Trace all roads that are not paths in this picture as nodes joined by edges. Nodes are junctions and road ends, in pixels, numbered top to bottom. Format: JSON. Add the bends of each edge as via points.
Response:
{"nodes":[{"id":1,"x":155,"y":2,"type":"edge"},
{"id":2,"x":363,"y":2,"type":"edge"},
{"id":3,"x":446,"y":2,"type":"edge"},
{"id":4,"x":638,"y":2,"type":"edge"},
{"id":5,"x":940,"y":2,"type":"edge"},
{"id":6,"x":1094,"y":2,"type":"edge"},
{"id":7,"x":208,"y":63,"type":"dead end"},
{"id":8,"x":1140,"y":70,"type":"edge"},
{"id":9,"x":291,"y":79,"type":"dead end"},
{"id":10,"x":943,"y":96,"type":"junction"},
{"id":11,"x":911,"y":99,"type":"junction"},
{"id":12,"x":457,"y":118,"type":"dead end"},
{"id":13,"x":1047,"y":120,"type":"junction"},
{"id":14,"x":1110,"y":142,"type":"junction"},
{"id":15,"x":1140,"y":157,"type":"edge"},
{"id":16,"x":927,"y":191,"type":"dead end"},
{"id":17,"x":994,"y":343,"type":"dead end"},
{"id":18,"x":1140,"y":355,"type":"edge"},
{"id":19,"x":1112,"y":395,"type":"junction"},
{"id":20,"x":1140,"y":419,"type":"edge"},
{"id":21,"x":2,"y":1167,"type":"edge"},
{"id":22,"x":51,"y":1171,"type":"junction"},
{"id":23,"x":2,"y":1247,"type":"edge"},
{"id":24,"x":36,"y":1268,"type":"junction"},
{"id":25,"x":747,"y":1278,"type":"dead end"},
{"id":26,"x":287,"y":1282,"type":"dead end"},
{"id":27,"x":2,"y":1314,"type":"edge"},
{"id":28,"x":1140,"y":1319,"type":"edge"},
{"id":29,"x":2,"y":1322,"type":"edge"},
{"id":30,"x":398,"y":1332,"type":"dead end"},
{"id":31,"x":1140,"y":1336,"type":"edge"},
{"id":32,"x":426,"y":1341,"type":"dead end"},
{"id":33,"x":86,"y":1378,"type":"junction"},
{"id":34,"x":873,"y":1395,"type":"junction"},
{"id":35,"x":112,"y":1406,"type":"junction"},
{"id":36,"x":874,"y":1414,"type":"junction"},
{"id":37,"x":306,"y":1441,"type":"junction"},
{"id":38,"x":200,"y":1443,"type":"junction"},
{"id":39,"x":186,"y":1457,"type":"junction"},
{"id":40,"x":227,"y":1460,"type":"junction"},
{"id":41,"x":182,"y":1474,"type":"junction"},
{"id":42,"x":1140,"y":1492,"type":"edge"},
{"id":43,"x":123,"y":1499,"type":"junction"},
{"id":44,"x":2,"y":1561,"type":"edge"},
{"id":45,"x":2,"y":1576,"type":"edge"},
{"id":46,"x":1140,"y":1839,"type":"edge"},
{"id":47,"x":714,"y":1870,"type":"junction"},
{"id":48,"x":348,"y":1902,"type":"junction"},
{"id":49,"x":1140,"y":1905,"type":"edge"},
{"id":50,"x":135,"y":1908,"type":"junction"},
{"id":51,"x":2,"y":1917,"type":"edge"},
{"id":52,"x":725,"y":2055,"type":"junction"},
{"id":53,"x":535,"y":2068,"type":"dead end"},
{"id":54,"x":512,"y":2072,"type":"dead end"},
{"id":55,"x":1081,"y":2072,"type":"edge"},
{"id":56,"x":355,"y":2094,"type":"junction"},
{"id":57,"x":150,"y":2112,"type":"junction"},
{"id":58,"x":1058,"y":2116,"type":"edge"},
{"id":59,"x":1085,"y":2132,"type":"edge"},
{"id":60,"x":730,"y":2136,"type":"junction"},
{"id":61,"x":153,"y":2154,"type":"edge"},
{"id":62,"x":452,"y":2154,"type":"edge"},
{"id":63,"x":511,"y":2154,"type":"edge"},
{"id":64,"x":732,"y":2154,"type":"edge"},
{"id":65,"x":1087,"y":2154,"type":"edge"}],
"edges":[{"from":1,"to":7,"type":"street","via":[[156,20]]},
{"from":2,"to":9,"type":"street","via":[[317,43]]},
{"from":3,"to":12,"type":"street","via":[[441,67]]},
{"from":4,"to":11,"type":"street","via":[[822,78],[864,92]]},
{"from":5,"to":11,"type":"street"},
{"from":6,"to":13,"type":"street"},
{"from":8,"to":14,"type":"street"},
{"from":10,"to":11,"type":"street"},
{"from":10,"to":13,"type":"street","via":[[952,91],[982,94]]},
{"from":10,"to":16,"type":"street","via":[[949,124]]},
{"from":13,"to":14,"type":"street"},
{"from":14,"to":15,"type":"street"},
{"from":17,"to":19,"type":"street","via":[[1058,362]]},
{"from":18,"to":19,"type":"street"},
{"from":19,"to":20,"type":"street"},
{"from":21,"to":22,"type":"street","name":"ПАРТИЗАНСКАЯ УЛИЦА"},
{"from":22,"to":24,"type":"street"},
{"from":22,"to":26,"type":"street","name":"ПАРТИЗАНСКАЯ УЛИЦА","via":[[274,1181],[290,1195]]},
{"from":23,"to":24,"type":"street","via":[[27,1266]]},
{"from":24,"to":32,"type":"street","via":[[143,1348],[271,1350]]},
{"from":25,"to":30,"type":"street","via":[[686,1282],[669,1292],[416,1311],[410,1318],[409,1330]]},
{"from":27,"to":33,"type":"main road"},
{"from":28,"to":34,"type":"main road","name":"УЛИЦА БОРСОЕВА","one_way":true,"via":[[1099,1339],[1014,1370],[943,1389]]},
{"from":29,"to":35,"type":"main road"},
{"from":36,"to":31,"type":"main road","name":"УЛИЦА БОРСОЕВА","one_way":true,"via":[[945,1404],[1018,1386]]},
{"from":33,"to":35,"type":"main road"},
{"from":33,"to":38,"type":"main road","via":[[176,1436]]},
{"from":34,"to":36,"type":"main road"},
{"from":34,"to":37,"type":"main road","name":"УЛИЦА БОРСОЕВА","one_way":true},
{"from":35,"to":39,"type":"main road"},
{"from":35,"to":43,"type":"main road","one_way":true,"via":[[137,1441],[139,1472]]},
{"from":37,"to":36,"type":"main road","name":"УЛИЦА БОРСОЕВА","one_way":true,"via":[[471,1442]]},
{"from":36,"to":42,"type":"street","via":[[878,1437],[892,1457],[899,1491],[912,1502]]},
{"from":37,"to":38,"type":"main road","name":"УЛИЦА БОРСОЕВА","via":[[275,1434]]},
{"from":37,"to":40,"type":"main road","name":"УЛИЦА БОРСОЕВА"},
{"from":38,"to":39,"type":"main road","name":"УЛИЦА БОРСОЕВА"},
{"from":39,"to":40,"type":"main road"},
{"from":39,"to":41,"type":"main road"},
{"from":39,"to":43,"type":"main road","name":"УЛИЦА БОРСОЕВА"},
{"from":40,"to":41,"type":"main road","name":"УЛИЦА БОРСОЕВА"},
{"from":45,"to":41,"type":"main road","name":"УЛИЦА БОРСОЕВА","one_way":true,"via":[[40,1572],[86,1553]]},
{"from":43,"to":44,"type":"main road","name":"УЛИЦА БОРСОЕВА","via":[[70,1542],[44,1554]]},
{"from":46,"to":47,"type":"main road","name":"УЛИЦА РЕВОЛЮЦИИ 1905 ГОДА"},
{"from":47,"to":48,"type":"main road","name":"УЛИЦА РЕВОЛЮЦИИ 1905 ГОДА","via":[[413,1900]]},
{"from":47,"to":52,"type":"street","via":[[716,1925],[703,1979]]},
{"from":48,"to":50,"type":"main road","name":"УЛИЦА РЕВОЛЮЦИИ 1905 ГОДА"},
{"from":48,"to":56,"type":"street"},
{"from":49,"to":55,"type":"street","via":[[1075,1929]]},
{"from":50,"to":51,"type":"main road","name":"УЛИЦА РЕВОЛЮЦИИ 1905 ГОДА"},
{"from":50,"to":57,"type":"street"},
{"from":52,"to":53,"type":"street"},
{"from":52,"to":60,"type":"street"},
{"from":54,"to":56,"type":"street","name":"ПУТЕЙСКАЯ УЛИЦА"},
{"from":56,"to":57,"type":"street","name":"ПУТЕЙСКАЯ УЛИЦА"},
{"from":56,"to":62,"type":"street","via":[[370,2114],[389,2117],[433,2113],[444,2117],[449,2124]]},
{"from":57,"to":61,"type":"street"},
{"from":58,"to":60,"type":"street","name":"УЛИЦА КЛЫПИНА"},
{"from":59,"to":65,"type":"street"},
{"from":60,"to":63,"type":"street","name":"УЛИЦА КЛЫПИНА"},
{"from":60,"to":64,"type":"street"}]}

→ **AIM OF THE EXERCISE**
Scan the material above for lines that contain the string "ПАРТИЗАНСКАЯ", and copy each such line.

→ **OUTPUT BELOW**
{"from":21,"to":22,"type":"street","name":"ПАРТИЗАНСКАЯ УЛИЦА"},
{"from":22,"to":26,"type":"street","name":"ПАРТИЗАНСКАЯ УЛИЦА","via":[[274,1181],[290,1195]]},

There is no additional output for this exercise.